*Directions*
Exclude all pictures. Then restate, word for word, the entries from the first line through the line that contains "translate:-50% -50%; white-space:nowrap;".

[Opening Exercise input section]

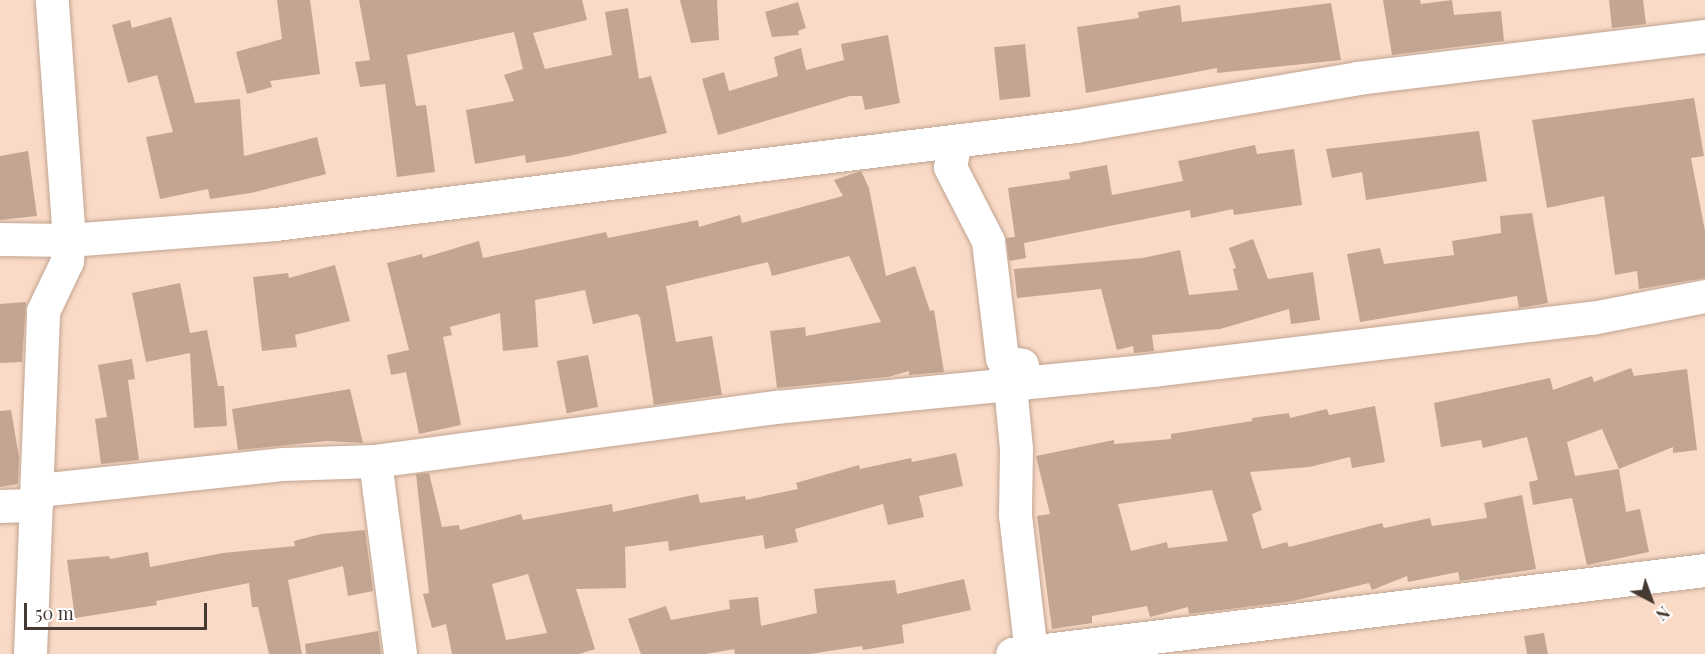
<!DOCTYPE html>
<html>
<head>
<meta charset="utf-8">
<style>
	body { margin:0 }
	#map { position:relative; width:1705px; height:654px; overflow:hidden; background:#f9dac7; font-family:"Playfair Display",serif }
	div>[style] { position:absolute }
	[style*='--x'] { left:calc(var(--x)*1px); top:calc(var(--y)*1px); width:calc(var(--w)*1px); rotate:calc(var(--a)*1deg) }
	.building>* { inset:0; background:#c2a592; transform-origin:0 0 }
	.roads { filter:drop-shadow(0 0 2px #c1a491) drop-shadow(0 0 2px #c1a491) }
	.minor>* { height:33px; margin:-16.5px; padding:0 16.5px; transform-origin:16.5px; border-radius:16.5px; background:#fff }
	span { translate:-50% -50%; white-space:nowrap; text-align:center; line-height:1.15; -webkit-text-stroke:6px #fff; paint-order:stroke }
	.north { position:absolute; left:1621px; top:570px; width:60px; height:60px; -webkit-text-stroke:4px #fff; paint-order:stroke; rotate:139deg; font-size:16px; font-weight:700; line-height:24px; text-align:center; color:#453931 }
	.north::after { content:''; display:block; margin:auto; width:21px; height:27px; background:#453931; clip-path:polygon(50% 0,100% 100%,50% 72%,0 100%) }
	.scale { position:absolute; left:24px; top:603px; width:183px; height:27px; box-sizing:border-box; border:3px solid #453931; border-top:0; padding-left:8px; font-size:18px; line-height:21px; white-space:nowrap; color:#453931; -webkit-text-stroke:4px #fff; paint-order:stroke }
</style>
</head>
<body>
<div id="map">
	<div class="building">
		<i style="clip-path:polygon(277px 0,310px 0,320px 74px,270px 81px,272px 87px,247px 94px,236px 52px,282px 39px)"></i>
		<i style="clip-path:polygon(359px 0,582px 0,587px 20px,533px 33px,545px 69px,612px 55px,605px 12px,628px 8px,639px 79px,651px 76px,667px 133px,569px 156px,526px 163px,525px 155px,475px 164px,466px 110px,514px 101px,504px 75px,523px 69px,514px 32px,407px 55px,416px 106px,426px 105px,435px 172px,397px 177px,385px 84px,360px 87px,355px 62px,370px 60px)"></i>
		<i style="clip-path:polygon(680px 0,717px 0,719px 40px,691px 43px)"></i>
		<i style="clip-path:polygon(1383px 0,1420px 0,1421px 4px,1452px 0,1454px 15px,1501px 11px,1504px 41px,1392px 55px)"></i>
		<i style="clip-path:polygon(1609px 0,1643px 0,1646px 24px,1612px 28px)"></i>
		<i style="clip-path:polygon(798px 2px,806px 28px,798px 31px,799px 35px,772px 37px,765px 12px)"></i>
		<i style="clip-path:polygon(1331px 3px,1341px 60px,1217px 73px,1217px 68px,1086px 93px,1077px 27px,1139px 18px,1138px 12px,1180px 5px,1182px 22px)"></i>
		<i style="clip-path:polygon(171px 17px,195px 103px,240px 99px,244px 156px,317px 137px,326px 174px,251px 193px,210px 199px,208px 189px,160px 199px,146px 137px,173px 132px,157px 75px,128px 83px,112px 25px,130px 20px,132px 28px)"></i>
		<i style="clip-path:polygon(888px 35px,900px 103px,865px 110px,862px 96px,850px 96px,718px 135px,702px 79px,724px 72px,729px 91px,778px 76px,774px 57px,801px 48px,806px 70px,844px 60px,841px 44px)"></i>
		<i style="left:1025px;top:44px;width:53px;height:31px;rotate:84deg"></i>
		<i style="clip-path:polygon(1694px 98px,1704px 156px,1691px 158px,1705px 231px,1705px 278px,1639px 289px,1637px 271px,1615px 275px,1604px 196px,1547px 208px,1532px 120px)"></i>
		<i style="clip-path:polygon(1479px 131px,1487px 181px,1366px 200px,1362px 172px,1332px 178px,1326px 149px)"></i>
		<i style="clip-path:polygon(1255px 145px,1257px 154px,1294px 149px,1302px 205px,1234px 215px,1233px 209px,1191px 218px,1190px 210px,1024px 243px,1026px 258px,1009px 261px,1006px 238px,1015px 237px,1008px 188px,1070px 179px,1069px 172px,1107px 165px,1112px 195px,1183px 181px,1178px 161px)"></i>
		<i style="clip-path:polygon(28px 151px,37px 216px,0 220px,0 156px)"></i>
		<i style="clip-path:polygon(861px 171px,869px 188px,886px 276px,915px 266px,930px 311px,934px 310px,944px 372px,909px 375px,909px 371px,888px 377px,777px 388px,770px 331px,805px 327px,806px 336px,881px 322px,849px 256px,772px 276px,768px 262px,666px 286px,676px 342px,712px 336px,722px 395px,654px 405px,640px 317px,637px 314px,593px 324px,585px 290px,535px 300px,538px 347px,503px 351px,500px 313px,450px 327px,452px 335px,443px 337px,461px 425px,419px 434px,406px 372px,391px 375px,387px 355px,409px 350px,387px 263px,422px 254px,423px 258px,479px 241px,483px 258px,606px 232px,608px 238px,698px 220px,699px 227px,740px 215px,742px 223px,843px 196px,834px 180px)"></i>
		<i style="clip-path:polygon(1532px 213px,1548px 303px,1519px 308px,1517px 296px,1360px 322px,1347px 254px,1380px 248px,1384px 264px,1454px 255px,1452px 241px,1501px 233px,1500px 216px)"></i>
		<i style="clip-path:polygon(1253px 239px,1268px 279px,1313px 272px,1320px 320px,1291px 324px,1289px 309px,1220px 329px,1152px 335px,1154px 351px,1134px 353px,1133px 346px,1117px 350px,1101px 289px,1017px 298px,1014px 269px,1143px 258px,1180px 250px,1189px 295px,1238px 290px,1233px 269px,1236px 268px,1229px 248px)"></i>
		<i style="clip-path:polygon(335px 265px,350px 321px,295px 335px,297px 347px,262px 351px,253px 277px,288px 273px,289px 278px)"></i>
		<i style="clip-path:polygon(180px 283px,190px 333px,207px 330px,218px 386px,224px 386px,227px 426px,194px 428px,190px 353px,146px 362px,132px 293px)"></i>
		<i style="clip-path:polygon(26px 302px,22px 362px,0 363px,0 304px)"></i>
		<i style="left:588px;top:355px;width:53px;height:32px;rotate:79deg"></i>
		<i style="clip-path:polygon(132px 359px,135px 379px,128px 380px,139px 460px,101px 464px,95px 419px,107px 417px,98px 365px)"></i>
		<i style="clip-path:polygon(1631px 368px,1634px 376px,1687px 369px,1697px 450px,1673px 453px,1673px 447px,1619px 469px,1602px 429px,1567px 442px,1575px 476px,1619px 469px,1626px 512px,1640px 509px,1649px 552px,1587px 565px,1572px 498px,1533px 505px,1529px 482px,1538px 480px,1527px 437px,1483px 448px,1481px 440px,1441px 447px,1434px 403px,1550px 378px,1553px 390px,1592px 376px,1594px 382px)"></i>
		<i style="clip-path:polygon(350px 389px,363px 443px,327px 441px,238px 450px,232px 409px)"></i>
		<i style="clip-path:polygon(evenodd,1375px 406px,1385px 462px,1352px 468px,1350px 457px,1309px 467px,1250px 472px,1262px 510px,1252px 514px,1262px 549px,1287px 542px,1289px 547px,1382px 523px,1384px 528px,1430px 518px,1432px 526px,1487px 518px,1484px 503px,1522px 495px,1536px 569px,1460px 581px,1458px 572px,1408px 582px,1407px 576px,1372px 590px,1369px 583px,1293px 601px,1189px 614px,1188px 607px,1150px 617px,1147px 606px,1092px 616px,1092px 623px,1052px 629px,1037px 516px,1050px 514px,1036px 456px,1114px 440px,1114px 444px,1171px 439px,1171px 434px,1252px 421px,1252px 418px,1289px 413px,1290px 418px,1327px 409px,1329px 415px,1375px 406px,1212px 490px,1228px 541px,1168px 548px,1167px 542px,1131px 551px,1118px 504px,1212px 490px)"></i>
		<i style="clip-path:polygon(11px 410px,19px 457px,18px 484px,0 487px,0 411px)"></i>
		<i style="clip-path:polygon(evenodd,956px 453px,963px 486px,919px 496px,924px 517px,888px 525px,883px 504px,795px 529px,798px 542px,765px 549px,763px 535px,669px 551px,668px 541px,625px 547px,626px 588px,576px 589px,595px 649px,579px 654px,452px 654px,446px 624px,432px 628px,423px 594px,429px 593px,416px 474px,429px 473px,442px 527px,459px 525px,460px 530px,521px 514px,523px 520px,612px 504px,613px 512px,698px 494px,700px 503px,745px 496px,746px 500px,798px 489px,796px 483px,859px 465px,860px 469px,911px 458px,912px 462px,956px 453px,528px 574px,547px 633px,506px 640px,492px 584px,528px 574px)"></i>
		<i style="clip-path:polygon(365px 530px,373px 591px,348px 596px,343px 566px,288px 580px,302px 654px,269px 654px,258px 607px,252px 607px,249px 583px,156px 601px,157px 605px,75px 618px,67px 560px,109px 556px,110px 559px,148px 552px,150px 567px,223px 553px,295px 546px,294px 541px,321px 534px)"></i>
		<i style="clip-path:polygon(964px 579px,971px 610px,902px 625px,904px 643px,863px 650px,862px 646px,810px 654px,735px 654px,734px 649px,706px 654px,641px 654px,628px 619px,666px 606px,671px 620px,730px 609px,729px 600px,758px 597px,761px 626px,817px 613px,814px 589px,895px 580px,897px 594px)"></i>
		<i style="clip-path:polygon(378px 631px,381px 654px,306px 654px,305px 644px)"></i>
		<i style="clip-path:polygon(1544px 633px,1548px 654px,1527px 654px,1524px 636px)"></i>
	</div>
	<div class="roads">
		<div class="minor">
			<i style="--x:955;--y:141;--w:26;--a:101"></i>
			<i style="--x:950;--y:167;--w:83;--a:62.8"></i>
			<i style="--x:988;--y:241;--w:118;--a:83.2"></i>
			<i style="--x:1002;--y:358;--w:4;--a:63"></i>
			<i style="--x:1004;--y:362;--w:18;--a:9"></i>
			<i style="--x:1022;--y:365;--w:18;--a:81"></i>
			<i style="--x:0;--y:239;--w:69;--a:0.8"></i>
			<i style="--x:69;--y:240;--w:207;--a:-4.4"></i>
			<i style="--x:275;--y:224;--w:806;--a:-6.98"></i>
			<i style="--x:1075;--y:126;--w:287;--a:-9.6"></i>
			<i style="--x:1358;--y:78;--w:350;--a:-6.9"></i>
			<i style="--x:1010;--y:385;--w:64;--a:84.6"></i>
			<i style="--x:1016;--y:449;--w:66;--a:90.9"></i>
			<i style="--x:1015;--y:515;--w:140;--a:83.4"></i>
			<i style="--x:375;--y:461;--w:195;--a:82.6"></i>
			<i style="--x:39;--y:490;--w:244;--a:-6.1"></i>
			<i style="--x:282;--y:464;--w:93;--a:-1.8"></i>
			<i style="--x:375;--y:461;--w:405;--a:-7.7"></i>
			<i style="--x:776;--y:407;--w:379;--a:-5.6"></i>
			<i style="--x:1153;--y:370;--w:442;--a:-6.8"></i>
			<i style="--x:1592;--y:318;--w:115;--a:-11"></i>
			<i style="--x:0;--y:506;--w:36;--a:-2"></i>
			<i style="--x:30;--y:654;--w:343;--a:-87.8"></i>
			<i style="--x:43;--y:311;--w:55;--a:-64.4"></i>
			<i style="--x:67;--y:261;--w:21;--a:-85"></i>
			<i style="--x:69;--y:240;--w:241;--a:-94.1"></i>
			<i style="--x:1012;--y:654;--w:698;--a:-6.91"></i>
		</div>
	</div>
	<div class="north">N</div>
	<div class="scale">50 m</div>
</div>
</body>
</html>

[Closing Exercise input section]

*Reply*
<!DOCTYPE html>
<html>
<head>
<meta charset="utf-8">
<style>
	body { margin:0 }
	#map { position:relative; width:1705px; height:654px; overflow:hidden; background:#f9dac7; font-family:"Playfair Display",serif }
	div>[style] { position:absolute }
	[style*='--x'] { left:calc(var(--x)*1px); top:calc(var(--y)*1px); width:calc(var(--w)*1px); rotate:calc(var(--a)*1deg) }
	.building>* { inset:0; background:#c2a592; transform-origin:0 0 }
	.roads { filter:drop-shadow(0 0 2px #c1a491) drop-shadow(0 0 2px #c1a491) }
	.minor>* { height:33px; margin:-16.5px; padding:0 16.5px; transform-origin:16.5px; border-radius:16.5px; background:#fff }
	span { translate:-50% -50%; white-space:nowrap; text-align:center; line-height:1.15; -webkit-text-stroke:6px #fff; paint-order:stroke }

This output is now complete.